Only the lines below starting at the one containing "cairo_rectangle(cr, 539, 15, 28, 2);" and ending at the one containing "cairo_rectangle(cr, 12.5, 724.5, 556, 346);" belong in the answer, each copied exactly.

Data extract |
┄┄┄┄┄┄

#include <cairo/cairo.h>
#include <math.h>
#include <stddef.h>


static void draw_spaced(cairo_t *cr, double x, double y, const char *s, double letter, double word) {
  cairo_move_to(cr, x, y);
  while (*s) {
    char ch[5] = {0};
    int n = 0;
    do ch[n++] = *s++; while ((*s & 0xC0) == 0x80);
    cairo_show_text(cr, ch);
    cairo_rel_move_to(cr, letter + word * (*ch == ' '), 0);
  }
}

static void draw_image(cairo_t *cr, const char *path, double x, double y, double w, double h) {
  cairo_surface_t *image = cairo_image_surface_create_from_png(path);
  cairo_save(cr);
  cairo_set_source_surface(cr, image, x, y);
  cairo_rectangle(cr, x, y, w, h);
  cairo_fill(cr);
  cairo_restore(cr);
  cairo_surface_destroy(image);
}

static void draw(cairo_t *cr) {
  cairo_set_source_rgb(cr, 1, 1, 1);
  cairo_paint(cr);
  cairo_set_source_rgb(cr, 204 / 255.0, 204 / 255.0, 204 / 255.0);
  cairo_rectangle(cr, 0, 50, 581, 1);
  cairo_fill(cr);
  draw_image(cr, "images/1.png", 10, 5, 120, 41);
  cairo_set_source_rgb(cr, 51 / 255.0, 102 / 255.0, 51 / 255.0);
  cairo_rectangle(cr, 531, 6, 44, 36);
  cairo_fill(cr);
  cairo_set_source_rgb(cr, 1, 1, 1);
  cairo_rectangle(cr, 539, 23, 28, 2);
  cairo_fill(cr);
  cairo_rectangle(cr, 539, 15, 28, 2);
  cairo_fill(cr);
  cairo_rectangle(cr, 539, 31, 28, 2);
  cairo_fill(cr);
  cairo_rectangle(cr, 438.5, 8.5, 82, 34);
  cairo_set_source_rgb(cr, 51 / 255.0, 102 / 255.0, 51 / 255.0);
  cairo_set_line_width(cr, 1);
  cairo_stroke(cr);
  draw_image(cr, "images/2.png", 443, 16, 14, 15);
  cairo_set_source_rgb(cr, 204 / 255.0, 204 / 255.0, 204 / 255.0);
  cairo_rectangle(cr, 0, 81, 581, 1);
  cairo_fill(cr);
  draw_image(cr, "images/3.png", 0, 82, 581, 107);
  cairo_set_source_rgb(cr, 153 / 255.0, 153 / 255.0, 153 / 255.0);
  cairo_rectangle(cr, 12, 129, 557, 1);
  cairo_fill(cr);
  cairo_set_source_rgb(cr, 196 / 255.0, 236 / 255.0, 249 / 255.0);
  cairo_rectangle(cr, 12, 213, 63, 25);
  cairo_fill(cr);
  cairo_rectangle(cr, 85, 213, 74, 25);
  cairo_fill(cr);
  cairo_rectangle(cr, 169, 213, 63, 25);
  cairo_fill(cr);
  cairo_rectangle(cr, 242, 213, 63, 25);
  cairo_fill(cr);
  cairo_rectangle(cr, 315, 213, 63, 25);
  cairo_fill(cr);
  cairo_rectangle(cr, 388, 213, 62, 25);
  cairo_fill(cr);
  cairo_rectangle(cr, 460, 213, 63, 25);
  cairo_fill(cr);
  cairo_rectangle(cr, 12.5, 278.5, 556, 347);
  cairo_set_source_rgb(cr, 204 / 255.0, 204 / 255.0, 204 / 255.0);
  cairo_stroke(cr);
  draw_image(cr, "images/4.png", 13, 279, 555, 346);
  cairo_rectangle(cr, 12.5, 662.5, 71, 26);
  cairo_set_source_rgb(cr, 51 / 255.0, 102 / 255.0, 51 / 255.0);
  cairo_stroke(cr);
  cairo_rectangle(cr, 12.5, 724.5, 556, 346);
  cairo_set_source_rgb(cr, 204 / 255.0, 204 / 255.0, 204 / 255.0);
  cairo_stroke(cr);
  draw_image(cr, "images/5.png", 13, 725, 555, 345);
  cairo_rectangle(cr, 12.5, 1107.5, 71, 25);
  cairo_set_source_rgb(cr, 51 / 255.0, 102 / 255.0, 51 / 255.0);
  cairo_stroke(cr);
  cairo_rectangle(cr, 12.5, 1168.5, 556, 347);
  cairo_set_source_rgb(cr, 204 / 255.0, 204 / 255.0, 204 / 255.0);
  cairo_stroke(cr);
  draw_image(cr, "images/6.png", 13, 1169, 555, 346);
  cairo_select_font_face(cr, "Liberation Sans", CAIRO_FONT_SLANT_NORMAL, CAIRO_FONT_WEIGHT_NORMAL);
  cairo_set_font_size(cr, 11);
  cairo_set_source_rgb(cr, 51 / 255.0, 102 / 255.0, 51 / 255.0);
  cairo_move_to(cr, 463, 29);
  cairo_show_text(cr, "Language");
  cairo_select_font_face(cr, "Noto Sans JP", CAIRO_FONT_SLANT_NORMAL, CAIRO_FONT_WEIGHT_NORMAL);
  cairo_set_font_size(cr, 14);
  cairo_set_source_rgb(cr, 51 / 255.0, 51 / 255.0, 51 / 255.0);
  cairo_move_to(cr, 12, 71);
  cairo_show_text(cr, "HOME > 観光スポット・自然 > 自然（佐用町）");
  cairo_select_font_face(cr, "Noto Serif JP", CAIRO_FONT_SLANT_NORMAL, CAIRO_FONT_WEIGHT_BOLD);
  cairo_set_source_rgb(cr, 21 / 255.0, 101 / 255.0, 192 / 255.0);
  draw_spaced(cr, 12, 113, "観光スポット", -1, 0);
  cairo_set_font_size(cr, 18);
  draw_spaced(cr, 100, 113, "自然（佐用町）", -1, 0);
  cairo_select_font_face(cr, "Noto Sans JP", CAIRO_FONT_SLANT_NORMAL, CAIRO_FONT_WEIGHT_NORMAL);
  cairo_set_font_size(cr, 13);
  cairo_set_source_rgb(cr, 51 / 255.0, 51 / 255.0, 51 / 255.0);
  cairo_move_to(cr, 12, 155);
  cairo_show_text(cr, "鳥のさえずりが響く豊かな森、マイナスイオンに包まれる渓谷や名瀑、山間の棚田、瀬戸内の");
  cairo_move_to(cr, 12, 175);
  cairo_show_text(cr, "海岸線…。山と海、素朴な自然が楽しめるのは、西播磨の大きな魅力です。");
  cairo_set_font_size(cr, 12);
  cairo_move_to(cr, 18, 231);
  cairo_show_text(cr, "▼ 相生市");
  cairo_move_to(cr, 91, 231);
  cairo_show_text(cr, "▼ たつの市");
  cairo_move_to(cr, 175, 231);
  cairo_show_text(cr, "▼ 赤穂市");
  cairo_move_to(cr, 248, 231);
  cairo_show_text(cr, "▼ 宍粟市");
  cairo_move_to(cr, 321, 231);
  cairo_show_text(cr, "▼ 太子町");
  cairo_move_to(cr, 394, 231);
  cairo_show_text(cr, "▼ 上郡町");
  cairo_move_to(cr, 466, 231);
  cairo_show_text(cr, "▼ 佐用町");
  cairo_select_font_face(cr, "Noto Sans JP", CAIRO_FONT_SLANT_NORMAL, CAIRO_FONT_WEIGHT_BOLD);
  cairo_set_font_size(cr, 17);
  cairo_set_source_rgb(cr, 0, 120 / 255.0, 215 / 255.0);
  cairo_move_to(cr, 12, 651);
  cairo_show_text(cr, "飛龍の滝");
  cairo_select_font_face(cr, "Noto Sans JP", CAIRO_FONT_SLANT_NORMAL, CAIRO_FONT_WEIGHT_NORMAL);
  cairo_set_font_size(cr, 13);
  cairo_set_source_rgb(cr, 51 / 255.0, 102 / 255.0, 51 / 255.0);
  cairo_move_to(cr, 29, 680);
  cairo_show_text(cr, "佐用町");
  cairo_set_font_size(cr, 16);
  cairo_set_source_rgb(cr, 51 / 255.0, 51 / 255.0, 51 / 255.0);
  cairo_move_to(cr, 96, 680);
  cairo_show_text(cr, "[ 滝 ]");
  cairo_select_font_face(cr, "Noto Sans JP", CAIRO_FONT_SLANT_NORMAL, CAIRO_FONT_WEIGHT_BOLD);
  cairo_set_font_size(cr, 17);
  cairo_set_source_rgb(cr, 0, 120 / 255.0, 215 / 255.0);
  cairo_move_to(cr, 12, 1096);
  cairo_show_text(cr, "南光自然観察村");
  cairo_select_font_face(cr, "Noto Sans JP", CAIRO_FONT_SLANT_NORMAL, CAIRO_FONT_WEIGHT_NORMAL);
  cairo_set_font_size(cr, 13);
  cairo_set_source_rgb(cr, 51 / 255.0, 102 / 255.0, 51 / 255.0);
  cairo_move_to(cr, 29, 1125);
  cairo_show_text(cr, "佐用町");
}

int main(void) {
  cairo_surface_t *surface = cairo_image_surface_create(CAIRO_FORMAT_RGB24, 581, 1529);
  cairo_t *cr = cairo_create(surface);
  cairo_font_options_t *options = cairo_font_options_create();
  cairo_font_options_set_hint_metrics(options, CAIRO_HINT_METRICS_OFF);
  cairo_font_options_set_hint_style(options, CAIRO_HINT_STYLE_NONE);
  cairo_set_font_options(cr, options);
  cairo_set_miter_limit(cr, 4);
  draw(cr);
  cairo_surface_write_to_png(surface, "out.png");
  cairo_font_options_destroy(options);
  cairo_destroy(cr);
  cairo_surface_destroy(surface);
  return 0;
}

┄┄┄┄┄┄

Completed exercise |
  cairo_rectangle(cr, 539, 15, 28, 2);
  cairo_fill(cr);
  cairo_rectangle(cr, 539, 31, 28, 2);
  cairo_fill(cr);
  cairo_rectangle(cr, 438.5, 8.5, 82, 34);
  cairo_set_source_rgb(cr, 51 / 255.0, 102 / 255.0, 51 / 255.0);
  cairo_set_line_width(cr, 1);
  cairo_stroke(cr);
  draw_image(cr, "images/2.png", 443, 16, 14, 15);
  cairo_set_source_rgb(cr, 204 / 255.0, 204 / 255.0, 204 / 255.0);
  cairo_rectangle(cr, 0, 81, 581, 1);
  cairo_fill(cr);
  draw_image(cr, "images/3.png", 0, 82, 581, 107);
  cairo_set_source_rgb(cr, 153 / 255.0, 153 / 255.0, 153 / 255.0);
  cairo_rectangle(cr, 12, 129, 557, 1);
  cairo_fill(cr);
  cairo_set_source_rgb(cr, 196 / 255.0, 236 / 255.0, 249 / 255.0);
  cairo_rectangle(cr, 12, 213, 63, 25);
  cairo_fill(cr);
  cairo_rectangle(cr, 85, 213, 74, 25);
  cairo_fill(cr);
  cairo_rectangle(cr, 169, 213, 63, 25);
  cairo_fill(cr);
  cairo_rectangle(cr, 242, 213, 63, 25);
  cairo_fill(cr);
  cairo_rectangle(cr, 315, 213, 63, 25);
  cairo_fill(cr);
  cairo_rectangle(cr, 388, 213, 62, 25);
  cairo_fill(cr);
  cairo_rectangle(cr, 460, 213, 63, 25);
  cairo_fill(cr);
  cairo_rectangle(cr, 12.5, 278.5, 556, 347);
  cairo_set_source_rgb(cr, 204 / 255.0, 204 / 255.0, 204 / 255.0);
  cairo_stroke(cr);
  draw_image(cr, "images/4.png", 13, 279, 555, 346);
  cairo_rectangle(cr, 12.5, 662.5, 71, 26);
  cairo_set_source_rgb(cr, 51 / 255.0, 102 / 255.0, 51 / 255.0);
  cairo_stroke(cr);
  cairo_rectangle(cr, 12.5, 724.5, 556, 346);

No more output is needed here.